# Smoked Salmon and Oyster Soup



## ckoetke (Feb 21, 2009)

3 T. butter 
1 c. leek, well washed, diced (do not use any dark green leaves) 
1 c. diced onion
1/3 c. diced celery
2 c. diced peeled potatoes
6 c. chicken stock or low sodium chicken broth
1 c. cream
salt and white pepper 
12 oz. diced smoked salmon 
12-18 shucked oysters with juice
2 T. chopped chervil

&nbsp

&nbsp

Sweat leek, onion, and celery in butter over moderate heat until softened but not browned. 
Add potatoes, chicken stock, and 6 oz. smoked salmon. 
Bring to a boil and simmer until the potatoes are very soft (about 30 minutes). 
Add 6 oysters and simmer for 2 minutes. 
Place the contents in a blender and food processor and process on low speed until smooth. (IT IS VERY IMPORTANT TO HOLD THE TOP ON A BLENDER WITH A TOWEL WHILE BLENDING SO THAT IF THE CONTENTS COME OUT THE TOP OF THE BLENDER, IT WILL NOT BURN YOU! ALSO, NEVER FILL THE BLENDER MORE THE HALF FULL.) 
Strain contents through a strainer. 
The soup can be chilled at this point and reheated at service. 
Add cream and bring to boil.
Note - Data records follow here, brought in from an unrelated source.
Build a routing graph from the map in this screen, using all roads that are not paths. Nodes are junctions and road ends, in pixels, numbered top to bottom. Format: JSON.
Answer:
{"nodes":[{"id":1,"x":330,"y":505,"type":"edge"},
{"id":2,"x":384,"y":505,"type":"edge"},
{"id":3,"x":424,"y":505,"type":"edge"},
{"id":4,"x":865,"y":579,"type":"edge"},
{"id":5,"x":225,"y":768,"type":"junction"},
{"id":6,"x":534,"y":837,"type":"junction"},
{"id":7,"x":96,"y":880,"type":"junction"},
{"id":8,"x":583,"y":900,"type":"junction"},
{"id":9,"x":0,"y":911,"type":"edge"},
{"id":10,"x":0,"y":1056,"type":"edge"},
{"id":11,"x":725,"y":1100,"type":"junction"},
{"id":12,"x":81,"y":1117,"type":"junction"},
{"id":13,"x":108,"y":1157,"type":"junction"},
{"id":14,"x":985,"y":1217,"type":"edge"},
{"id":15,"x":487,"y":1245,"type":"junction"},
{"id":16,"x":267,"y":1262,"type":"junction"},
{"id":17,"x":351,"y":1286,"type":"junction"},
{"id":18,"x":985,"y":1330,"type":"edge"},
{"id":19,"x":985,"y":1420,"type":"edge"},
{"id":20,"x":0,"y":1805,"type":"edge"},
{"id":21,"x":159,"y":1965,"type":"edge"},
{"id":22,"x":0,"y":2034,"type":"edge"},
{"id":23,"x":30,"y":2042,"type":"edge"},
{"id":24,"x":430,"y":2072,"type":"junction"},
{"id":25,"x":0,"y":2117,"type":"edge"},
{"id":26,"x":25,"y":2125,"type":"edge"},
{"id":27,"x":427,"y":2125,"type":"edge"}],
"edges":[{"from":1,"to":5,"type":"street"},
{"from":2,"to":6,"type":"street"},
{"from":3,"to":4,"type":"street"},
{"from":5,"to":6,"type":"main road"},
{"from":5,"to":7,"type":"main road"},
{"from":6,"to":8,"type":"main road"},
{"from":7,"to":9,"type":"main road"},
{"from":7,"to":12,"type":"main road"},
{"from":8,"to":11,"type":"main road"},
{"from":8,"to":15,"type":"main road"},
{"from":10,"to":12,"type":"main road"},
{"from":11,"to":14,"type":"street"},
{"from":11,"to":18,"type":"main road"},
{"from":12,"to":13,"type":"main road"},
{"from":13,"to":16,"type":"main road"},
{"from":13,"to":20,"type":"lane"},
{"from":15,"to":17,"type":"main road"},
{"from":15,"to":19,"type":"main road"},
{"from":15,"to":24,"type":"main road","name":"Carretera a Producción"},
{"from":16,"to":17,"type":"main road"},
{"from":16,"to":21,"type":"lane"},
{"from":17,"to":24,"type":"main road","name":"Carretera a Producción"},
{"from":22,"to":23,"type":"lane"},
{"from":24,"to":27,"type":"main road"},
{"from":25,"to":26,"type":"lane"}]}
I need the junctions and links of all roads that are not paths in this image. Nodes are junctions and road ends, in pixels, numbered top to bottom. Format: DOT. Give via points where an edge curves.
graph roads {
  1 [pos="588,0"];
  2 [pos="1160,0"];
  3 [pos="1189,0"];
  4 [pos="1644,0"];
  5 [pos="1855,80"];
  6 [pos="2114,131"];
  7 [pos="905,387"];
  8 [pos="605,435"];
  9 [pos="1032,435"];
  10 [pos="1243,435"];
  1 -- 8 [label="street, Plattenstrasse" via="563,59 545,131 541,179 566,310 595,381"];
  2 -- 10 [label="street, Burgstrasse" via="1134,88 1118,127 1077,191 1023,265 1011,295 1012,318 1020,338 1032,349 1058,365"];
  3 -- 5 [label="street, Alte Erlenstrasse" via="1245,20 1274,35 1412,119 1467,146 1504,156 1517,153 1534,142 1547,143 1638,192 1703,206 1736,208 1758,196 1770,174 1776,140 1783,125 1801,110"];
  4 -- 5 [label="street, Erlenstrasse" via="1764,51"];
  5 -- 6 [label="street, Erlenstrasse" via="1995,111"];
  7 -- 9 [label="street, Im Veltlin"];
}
Taste for seasoning. Add remaining oysters (6 or 12 depending on how many you want to serve) and smoked salmon. Barely simmer for 2-3 minutes until the oysters begin to firm up. (If cooked too long they will be tough). Pour into bowls, sprinkle with chervil and serve. 

Yield: Servings 6


----------